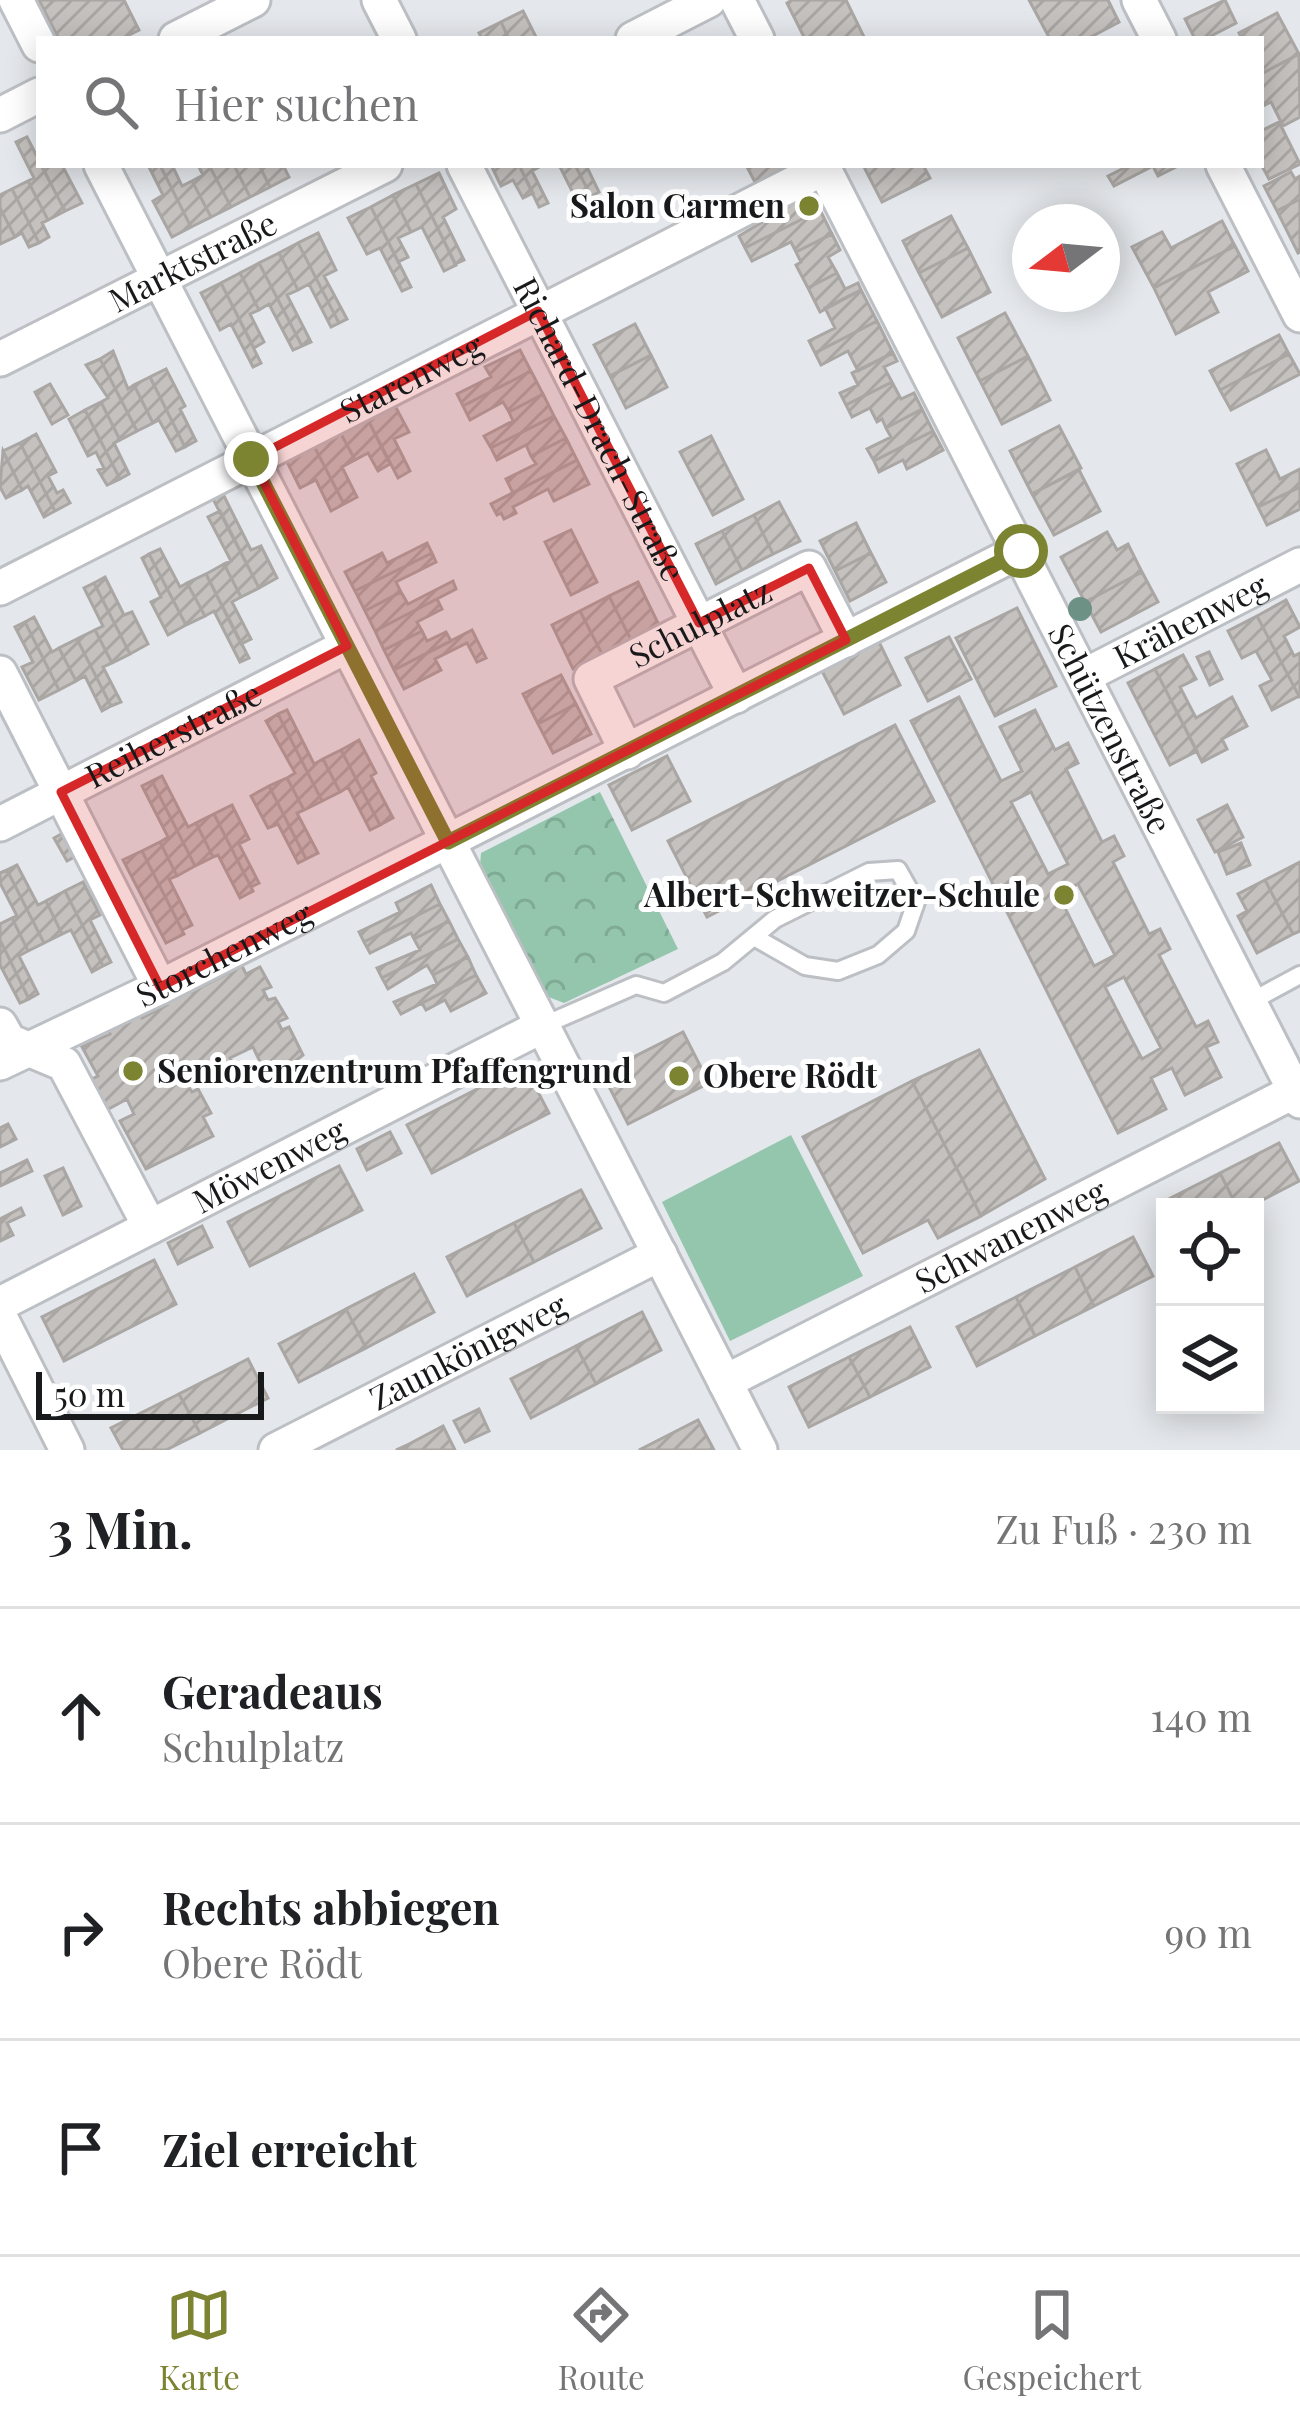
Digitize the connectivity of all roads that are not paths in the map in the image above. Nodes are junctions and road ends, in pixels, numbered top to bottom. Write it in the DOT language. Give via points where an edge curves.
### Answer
graph roads {
  1 [pos="16,0"];
  2 [pos="253,0"];
  3 [pos="380,0"];
  4 [pos="709,0"];
  5 [pos="737,0"];
  6 [pos="1139,0"];
  7 [pos="182,36"];
  8 [pos="398,36"];
  9 [pos="639,36"];
  10 [pos="756,36"];
  11 [pos="1157,36"];
  12 [pos="36,39"];
  13 [pos="36,97"];
  14 [pos="0,115"];
  15 [pos="103,168"];
  16 [pos="379,168"];
  17 [pos="466,168"];
  18 [pos="819,168"];
  19 [pos="824,168"];
  20 [pos="1225,168"];
  21 [pos="159,278"];
  22 [pos="538,311"];
  23 [pos="1300,315"];
  24 [pos="0,359"];
  25 [pos="251,459"];
  26 [pos="1021,551"];
  27 [pos="1300,566"];
  28 [pos="0,587"];
  29 [pos="699,623"];
  30 [pos="846,640"];
  31 [pos="347,646"];
  32 [pos="0,673"];
  33 [pos="1084,676"];
  34 [pos="736,696"];
  35 [pos="627,752"];
  36 [pos="62,793"];
  37 [pos="0,824"];
  38 [pos="448,842"];
  39 [pos="756,938"];
  40 [pos="1300,976"];
  41 [pos="160,987"];
  42 [pos="1250,1002"];
  43 [pos="0,1025"];
  44 [pos="542,1026"];
  45 [pos="14,1056"];
  46 [pos="1298,1096"];
  47 [pos="150,1227"];
  48 [pos="660,1254"];
  49 [pos="0,1304"];
  50 [pos="0,1318"];
  51 [pos="725,1382"];
  52 [pos="68,1450"];
  53 [pos="276,1450"];
  54 [pos="760,1450"];
  1 -- 12 [label="street"];
  2 -- 7 [label="street"];
  3 -- 8 [label="street"];
  4 -- 9 [label="street"];
  5 -- 10 [label="street"];
  6 -- 11 [label="street"];
  13 -- 14 [label="street"];
  15 -- 21 [label="street"];
  16 -- 21 [label="street, Marktstraße"];
  17 -- 22 [label="street, Richard-Drach-Straße"];
  18 -- 22 [label="street, Starenweg"];
  19 -- 26 [label="street, Schützenstraße"];
  20 -- 23 [label="street"];
  21 -- 24 [label="street, Marktstraße"];
  21 -- 25 [label="street"];
  22 -- 25 [label="street, Starenweg"];
  22 -- 29 [label="street, Richard-Drach-Straße"];
  25 -- 28 [label="street, Starenweg"];
  25 -- 31 [label="street"];
  26 -- 30 [label="street"];
  26 -- 33 [label="street, Schützenstraße"];
  27 -- 33 [label="street, Krähenweg"];
  29 -- 30 [label="street, Schulplatz" via="809,568"];
  29 -- 34 [label="street, Richard-Drach-Straße"];
  29 -- 35 [label="street, Schulplatz" via="591,679"];
  30 -- 34 [label="street"];
  31 -- 36 [label="street, Reiherstraße"];
  31 -- 38 [label="street"];
  32 -- 36 [label="street"];
  33 -- 42 [label="street, Schützenstraße"];
  34 -- 35 [label="street"];
  35 -- 38 [label="street"];
  36 -- 37 [label="street, Reiherstraße"];
  36 -- 41 [label="street"];
  38 -- 41 [label="street, Storchenweg"];
  38 -- 44 [label="street"];
  39 -- 39 [label="lane" via="775,919 883,868 898,871 916,902 906,932 878,955 838,971 805,966"];
  39 -- 44 [label="lane" via="664,993 636,985"];
  40 -- 42 [label="lane"];
  41 -- 45 [label="street, Storchenweg"];
  42 -- 46 [label="street, Schützenstraße"];
  43 -- 45 [label="street"];
  44 -- 47 [label="street, Möwenweg"];
  44 -- 48 [label="street"];
  45 -- 47 [label="street" via="64,1064"];
  46 -- 51 [label="street, Schwanenweg"];
  47 -- 49 [label="street, Möwenweg"];
  48 -- 51 [label="street"];
  48 -- 53 [label="street, Zaunkönigweg"];
  50 -- 52 [label="street"];
  51 -- 54 [label="street"];
}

════

The lines to return are those in the material above that hold "Richard".

  17 -- 22 [label="street, Richard-Drach-Straße"];
  22 -- 29 [label="street, Richard-Drach-Straße"];
  29 -- 34 [label="street, Richard-Drach-Straße"];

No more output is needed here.